Para orang kerdil marah dan memukuli Hok Li. “Kau minta kami menyembuhkan satu pipimu yang bengkak. Sekarang pulanglah dengan dua pipi bengkak.”
Hok Li pulang dengan susah payah. Ia tidak memikirkan ancaman orang kerdil. Esok harinya, Hok Li bangun dengan pipi kiri sama besarnya dengan pipi kanannya hingga matanya tertutup dan ia sulit melihat. Ejekan tetangganya makin hebat.

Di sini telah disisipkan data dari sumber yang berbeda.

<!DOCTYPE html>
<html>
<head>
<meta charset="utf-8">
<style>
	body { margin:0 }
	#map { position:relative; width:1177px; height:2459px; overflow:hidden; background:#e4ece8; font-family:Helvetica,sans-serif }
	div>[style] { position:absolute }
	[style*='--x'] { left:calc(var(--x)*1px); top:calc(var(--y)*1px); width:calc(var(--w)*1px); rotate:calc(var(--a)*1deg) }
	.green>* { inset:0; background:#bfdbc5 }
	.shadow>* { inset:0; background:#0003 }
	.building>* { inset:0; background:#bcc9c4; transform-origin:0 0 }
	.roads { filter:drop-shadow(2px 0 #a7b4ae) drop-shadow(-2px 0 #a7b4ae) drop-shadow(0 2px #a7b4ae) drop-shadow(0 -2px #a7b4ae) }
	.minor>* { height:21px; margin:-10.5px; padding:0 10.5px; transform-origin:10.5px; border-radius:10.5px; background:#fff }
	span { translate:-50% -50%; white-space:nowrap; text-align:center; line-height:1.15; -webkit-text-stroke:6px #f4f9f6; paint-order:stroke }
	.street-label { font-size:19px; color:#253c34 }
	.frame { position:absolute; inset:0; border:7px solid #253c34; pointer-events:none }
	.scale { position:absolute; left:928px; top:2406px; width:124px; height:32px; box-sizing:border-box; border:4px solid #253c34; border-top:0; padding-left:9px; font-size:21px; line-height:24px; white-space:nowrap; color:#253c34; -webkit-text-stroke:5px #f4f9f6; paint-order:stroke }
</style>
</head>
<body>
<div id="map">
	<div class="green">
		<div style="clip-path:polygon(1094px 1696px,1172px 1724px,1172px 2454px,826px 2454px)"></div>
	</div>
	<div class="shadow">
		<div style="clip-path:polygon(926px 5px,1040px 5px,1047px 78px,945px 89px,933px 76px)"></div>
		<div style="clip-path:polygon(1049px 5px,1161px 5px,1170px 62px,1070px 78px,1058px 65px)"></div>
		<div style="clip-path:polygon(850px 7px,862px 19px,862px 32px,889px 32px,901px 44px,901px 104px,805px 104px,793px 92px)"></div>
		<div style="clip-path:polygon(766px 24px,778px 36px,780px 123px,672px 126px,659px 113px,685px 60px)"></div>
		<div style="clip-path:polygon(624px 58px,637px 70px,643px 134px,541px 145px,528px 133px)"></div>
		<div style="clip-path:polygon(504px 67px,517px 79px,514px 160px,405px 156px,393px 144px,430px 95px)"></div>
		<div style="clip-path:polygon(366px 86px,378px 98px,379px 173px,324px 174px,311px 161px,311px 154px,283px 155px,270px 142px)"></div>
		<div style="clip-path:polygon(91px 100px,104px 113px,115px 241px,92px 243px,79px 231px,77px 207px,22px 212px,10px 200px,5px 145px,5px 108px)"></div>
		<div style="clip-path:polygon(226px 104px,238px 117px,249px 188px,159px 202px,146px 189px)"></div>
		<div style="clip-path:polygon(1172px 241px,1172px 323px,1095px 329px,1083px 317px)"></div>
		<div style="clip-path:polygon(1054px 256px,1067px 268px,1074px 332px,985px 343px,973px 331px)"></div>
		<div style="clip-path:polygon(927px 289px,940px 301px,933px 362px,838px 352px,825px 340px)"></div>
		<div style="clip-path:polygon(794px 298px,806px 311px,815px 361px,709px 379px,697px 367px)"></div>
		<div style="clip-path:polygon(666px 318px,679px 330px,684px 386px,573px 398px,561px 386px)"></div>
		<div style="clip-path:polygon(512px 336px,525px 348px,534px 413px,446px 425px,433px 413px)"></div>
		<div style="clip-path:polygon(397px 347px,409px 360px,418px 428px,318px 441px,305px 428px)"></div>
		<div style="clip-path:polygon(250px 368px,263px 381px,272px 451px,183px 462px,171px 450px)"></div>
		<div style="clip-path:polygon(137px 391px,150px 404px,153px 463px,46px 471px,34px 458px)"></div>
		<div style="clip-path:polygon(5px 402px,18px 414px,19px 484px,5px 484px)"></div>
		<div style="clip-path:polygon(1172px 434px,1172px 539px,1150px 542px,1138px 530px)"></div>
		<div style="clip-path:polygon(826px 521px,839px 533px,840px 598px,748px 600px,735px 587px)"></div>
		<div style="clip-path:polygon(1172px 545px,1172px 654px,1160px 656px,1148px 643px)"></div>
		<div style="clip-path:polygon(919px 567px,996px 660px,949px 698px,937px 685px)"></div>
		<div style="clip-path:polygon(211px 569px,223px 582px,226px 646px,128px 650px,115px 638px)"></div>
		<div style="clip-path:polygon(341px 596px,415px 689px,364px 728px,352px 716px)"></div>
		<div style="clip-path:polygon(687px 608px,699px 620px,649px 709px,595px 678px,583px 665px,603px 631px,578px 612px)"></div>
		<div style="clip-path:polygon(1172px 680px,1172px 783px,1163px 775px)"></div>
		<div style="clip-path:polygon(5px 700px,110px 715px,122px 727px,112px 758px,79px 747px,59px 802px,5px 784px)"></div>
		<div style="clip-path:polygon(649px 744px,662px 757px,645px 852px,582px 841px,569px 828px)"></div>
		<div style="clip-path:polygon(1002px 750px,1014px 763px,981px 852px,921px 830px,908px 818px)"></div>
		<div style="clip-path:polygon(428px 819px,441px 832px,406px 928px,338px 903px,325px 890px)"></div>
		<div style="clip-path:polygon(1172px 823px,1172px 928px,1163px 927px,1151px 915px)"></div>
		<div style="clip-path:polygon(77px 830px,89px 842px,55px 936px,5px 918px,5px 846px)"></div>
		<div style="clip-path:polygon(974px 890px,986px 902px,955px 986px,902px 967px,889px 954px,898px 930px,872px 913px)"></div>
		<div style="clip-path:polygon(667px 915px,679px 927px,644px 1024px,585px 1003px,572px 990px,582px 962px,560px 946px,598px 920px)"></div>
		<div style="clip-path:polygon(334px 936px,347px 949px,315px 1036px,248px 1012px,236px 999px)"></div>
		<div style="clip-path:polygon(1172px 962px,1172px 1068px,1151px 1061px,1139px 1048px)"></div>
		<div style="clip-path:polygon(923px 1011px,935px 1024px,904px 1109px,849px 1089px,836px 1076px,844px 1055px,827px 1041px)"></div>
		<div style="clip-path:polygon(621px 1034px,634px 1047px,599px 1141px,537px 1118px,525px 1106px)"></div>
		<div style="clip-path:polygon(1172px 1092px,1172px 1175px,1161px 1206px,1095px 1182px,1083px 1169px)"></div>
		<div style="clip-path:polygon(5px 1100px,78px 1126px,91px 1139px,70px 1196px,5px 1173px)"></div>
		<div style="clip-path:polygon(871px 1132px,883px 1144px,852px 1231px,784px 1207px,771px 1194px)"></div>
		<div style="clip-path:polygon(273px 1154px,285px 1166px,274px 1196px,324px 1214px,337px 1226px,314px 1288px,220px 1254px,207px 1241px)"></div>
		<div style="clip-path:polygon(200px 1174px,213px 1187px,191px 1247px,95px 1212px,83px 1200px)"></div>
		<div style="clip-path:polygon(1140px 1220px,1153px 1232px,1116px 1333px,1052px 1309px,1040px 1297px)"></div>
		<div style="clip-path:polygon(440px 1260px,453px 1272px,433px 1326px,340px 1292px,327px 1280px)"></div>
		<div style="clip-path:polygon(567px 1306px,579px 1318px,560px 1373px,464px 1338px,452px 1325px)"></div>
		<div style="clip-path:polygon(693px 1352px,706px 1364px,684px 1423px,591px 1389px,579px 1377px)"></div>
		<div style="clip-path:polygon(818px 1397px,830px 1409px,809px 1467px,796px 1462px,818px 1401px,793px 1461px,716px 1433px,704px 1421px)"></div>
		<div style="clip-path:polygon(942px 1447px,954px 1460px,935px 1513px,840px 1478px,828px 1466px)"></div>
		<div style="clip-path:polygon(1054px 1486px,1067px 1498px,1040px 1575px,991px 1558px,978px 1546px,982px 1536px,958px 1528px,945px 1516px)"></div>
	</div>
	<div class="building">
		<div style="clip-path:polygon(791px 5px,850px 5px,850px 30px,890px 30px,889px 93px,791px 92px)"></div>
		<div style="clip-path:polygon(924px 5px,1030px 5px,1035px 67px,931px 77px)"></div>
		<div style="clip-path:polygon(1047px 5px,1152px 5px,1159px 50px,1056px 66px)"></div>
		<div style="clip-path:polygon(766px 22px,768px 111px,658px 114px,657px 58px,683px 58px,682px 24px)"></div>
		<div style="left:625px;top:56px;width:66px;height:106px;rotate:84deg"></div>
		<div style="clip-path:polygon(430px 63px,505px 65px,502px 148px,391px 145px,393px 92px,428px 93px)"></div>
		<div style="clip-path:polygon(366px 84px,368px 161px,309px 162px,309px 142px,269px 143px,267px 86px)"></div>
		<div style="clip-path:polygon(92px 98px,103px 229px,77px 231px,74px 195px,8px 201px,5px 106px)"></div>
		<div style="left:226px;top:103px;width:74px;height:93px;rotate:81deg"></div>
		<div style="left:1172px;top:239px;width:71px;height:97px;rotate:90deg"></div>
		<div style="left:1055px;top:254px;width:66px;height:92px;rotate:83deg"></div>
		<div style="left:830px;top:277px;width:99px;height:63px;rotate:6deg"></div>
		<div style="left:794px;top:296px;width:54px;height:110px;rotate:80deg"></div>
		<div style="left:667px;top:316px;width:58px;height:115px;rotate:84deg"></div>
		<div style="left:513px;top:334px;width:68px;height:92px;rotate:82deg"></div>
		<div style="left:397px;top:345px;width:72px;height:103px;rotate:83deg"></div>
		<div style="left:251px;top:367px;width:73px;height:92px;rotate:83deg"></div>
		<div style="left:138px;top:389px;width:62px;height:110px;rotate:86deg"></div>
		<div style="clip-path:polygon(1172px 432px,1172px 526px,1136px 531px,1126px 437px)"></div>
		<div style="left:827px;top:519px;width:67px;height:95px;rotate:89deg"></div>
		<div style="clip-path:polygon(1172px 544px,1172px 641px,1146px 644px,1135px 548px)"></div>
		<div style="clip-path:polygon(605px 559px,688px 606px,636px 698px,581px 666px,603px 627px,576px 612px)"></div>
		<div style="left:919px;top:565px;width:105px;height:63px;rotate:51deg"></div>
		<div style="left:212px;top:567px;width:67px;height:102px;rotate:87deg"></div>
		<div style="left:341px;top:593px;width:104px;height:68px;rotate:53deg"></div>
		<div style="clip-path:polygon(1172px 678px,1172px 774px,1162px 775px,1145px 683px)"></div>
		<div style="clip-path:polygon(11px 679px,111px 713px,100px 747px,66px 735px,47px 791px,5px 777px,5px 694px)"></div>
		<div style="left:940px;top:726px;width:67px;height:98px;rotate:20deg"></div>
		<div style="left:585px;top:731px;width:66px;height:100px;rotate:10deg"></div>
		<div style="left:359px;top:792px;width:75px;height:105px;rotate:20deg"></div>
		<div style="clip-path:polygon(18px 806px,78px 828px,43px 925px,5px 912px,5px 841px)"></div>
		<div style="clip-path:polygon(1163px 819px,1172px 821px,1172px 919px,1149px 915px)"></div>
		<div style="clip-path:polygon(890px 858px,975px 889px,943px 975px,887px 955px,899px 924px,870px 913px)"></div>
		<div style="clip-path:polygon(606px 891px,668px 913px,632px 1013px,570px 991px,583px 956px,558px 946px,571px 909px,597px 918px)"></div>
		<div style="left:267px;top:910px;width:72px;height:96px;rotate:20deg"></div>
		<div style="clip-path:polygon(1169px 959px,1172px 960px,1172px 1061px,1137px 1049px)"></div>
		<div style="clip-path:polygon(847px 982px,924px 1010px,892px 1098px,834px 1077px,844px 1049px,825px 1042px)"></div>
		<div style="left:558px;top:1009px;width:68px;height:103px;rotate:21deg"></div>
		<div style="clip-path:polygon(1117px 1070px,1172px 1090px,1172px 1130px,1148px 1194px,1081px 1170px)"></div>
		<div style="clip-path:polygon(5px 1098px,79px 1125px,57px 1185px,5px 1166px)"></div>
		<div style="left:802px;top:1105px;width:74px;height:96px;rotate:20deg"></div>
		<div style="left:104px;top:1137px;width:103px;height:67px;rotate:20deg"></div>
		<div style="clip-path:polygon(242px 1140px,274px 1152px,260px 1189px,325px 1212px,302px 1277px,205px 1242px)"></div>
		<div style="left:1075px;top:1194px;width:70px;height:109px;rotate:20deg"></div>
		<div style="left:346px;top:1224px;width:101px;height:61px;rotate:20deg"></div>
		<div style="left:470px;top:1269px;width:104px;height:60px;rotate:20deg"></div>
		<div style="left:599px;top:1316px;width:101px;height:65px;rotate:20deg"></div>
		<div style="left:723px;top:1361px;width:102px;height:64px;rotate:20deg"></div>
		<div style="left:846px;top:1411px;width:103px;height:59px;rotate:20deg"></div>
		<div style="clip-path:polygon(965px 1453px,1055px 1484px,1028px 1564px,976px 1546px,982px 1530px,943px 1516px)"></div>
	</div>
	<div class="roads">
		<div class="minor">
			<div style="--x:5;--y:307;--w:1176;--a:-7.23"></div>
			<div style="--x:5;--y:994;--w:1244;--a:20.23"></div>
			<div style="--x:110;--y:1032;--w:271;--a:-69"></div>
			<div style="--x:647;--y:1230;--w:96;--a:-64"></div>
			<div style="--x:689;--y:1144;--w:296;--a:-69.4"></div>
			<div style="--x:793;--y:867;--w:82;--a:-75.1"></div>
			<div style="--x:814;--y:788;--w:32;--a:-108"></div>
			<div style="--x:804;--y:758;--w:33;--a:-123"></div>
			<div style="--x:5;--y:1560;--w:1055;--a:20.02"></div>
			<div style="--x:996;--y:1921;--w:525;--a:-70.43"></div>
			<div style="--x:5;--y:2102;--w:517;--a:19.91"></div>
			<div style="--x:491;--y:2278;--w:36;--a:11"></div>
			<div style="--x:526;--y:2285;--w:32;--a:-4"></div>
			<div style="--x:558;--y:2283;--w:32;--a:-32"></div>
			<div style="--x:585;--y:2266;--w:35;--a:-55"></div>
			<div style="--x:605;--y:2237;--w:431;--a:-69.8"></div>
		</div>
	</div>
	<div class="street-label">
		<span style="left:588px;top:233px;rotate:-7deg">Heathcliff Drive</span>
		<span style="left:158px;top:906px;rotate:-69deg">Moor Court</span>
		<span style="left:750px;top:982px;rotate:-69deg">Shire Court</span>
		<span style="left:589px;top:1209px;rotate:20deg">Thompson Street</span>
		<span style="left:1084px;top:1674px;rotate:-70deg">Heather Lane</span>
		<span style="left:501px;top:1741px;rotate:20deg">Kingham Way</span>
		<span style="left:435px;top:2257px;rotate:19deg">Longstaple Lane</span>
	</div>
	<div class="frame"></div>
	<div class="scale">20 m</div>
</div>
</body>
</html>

Tabib itu sudah pergi, sehingga Hok Li tidak bisa minta bantuan lagi. Ia hanya bisa menunggu bulan purnama berikutnya.
Pada bulan purnama berikutnya Hok Li pergi lagi ke hutan dan menunggu di bawah pohon. Orang kerdil berdatangan dan seorang dari mereka berkata, “Ada manusia di sini!”
Hok Li menampakkan diri, dan membungkuk memberi hormat. Orang-orang kerdil tertawa geli melihat wajahnya yang lucu dan bengkak.
“Mau apa kau sekarang?” tanya mereka.
Hok Li menceritakan masalah baru yang dihadapinya dan memohon dengan sungguh-sungguh agar diijinkan menari sekali lagi. Orang kerdil setuju karena mereka ingin hiburan.
Hok Li mulai menari. Ia menari dengan gerakan perlahan sepenuh hati. Makin lama makin indah gerakannya sehingga orang kerdil senang dan bertepuk tangan, “Bagus! Bagus!” “Lagi!”
Hok Li menari terus sampai kelelahan dan tidak mampu menari lagi.
Pemimpin orang kerdil berkata, “Kami sangat senang, Hok Li. Sebagai imbalannya, wajahmu akan sembuh. Selamat tinggal.”
Tiba-tiba semua orang kerdil menghilang. Hok Li meraba wajahnya. Pipinya yang bengkak sudah sembuh seperti sedia kala. Ia pulang ke rumah dengan bahagia. Ia berjanji tidak akan merampok lagi.
Berita tentang sembuhnya penyakit aneh Hok Li menyebar. Para tetangga bertanya-tanya, tapi Hok Li hanya mengatakan ia menemukan obat ajaib yang bisa menyembuhkan semua penyakit.
Seorang tetangga Hok Li, seorang kaya raya, sakit selama beberapa tahun, ia menawarkan uang banyak agar Hok Li mau memberitahukan rahasianya. Hok Li setuju asal orang itu juga berjanji untuk merahasiakannya.Tetangga itu pergi menemui para orang kerdil seperti saran Hok Li dan sembuh.
Beberapa orang lagi sembuh dari penyakitnya dengan bantuan Hok Li dan orang-orang kerdil. Rahasia tentang orang kerdil tidak pernah terungkap karena orang-orang itu memegang janji untuk merahasiakannya. Sementara itu Hok Li menjadi kaya dan hidup tenang sampai akhir hidupnya.